PMCID: PMC8677434  PMID: 34022052

Abstract

Objective

Evaluate the Impact Stratification Score (ISS) measure of low back pain impact that assesses physical function, pain interference, and pain intensity.

Design

Secondary analyses of a prospective comparative effectiveness trial of active-duty military personnel with low back pain.

Setting

A Naval hospital at a military training site (Pensacola, Florida) and two military medical centers: 1) Walter Reed National Military Medical Center (Bethesda, Maryland); and 2) San Diego Naval Medical Center.

Subjects

The 749 active-duty military personnel had an average age of 31 years, 76% were male, and 67% were white.

Methods

Participants completed questionnaires at baseline, 6 weeks later, and 12 weeks later. Measures included the ISS, Roland-Morris Disability Questionnaire (RMDQ), PROMIS-29 v1.0 satisfaction with social role participation scale, and single-item ratings of average pain, feeling bothered by low back pain in the past week, and a rating of change in low back pain.

Results

Internal consistency reliability for the ISS was 0.92–0.93 at the three time points. The ISS correlated 0.75 to 0.84 with the RMDQ, 0.51 to 0.78 with the single-item ratings, and −0.64 to −0.71 with satisfaction with social role participation. The ISS was responsive to change on the three single items. The area under the curve for the ISS predicting improvement on the rating of change from baseline to 6 weeks later was 0.83.

Conclusions

This study provides support for the reliability and validity of the ISS as a patient-reported summary measure for acute, subacute, and chronic low back pain. The ISS is a useful indicator of low back impact.

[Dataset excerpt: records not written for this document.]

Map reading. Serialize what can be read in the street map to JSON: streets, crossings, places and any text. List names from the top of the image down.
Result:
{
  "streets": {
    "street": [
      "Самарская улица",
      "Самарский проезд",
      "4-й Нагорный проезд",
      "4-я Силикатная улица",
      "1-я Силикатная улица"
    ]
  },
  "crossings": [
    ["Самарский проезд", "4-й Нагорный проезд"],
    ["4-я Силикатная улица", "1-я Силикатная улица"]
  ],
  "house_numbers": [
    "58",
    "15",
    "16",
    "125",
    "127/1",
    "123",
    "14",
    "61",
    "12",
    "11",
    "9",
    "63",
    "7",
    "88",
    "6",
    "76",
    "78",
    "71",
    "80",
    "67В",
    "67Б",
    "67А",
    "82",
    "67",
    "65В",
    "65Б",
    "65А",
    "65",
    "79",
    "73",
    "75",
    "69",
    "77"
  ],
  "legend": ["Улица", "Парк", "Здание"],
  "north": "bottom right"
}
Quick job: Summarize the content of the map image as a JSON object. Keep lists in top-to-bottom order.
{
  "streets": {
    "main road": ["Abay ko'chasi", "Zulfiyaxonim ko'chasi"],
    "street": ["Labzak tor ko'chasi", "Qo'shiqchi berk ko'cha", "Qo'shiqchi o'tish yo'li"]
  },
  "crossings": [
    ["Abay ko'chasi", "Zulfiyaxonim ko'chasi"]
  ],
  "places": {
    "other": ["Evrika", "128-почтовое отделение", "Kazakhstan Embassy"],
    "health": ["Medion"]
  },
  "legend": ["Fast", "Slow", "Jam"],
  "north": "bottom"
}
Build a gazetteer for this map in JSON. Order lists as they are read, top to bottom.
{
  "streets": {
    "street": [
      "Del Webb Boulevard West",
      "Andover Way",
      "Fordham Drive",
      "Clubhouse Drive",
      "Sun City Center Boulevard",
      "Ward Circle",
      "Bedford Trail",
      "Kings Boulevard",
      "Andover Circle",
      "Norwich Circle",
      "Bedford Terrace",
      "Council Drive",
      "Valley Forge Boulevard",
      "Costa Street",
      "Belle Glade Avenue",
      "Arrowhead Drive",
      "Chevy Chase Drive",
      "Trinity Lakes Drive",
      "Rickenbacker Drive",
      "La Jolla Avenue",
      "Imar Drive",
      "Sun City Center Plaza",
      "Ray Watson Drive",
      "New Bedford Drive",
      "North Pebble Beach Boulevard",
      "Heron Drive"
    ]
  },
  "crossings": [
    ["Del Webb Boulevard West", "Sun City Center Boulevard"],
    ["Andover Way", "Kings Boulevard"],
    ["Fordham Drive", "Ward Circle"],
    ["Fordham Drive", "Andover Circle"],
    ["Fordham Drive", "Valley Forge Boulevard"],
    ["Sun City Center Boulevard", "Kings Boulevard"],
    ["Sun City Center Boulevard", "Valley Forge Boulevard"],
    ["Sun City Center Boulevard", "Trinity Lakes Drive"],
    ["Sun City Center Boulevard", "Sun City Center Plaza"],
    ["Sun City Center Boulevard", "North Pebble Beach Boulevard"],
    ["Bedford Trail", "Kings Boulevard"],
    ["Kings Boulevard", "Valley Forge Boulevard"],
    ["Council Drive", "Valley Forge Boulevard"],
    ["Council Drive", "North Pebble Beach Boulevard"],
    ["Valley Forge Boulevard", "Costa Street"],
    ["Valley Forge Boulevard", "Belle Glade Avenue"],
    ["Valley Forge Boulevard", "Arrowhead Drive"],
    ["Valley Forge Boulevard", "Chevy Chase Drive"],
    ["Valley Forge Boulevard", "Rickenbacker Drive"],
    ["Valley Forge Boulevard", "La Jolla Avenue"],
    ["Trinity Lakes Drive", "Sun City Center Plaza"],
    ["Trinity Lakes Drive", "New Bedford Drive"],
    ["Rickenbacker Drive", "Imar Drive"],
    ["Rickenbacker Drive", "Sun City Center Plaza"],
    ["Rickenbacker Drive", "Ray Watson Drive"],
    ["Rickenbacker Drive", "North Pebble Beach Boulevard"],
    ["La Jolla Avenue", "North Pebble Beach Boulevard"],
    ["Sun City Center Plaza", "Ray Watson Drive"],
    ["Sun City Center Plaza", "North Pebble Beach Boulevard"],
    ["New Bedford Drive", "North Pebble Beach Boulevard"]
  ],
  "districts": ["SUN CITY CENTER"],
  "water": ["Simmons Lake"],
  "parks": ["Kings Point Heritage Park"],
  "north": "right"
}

Keywords: Back Pain, Measurement, Quality of Life, Research

Introduction

The National Institutes of Health (NIH) Pain Consortium steering committee convened a research task force that defined pain impact in terms of pain intensity, interference with activities, and physical function. The task force proposed an Impact Stratification Score (ISS) for chronic low back pain [1, 2] consisting of nine Patient-Reported Outcomes Measurement Information System (PROMIS®)-29 items [3]. The ISS represents the physical health dimension of the PROMIS-29 [4] with 4 physical function items, 4 pain interference items and 1 pain intensity item. Physical function (without any difficulty = 1 to unable to do = 5) and pain interference (not at all = 1 to very much = 5) each contribute from 4 to 20 points, and pain intensity (0–10 rating) contributes from 0 to 10 points. The ISS has a possible range of 8 (least pain impact) to 50 (greatest pain impact).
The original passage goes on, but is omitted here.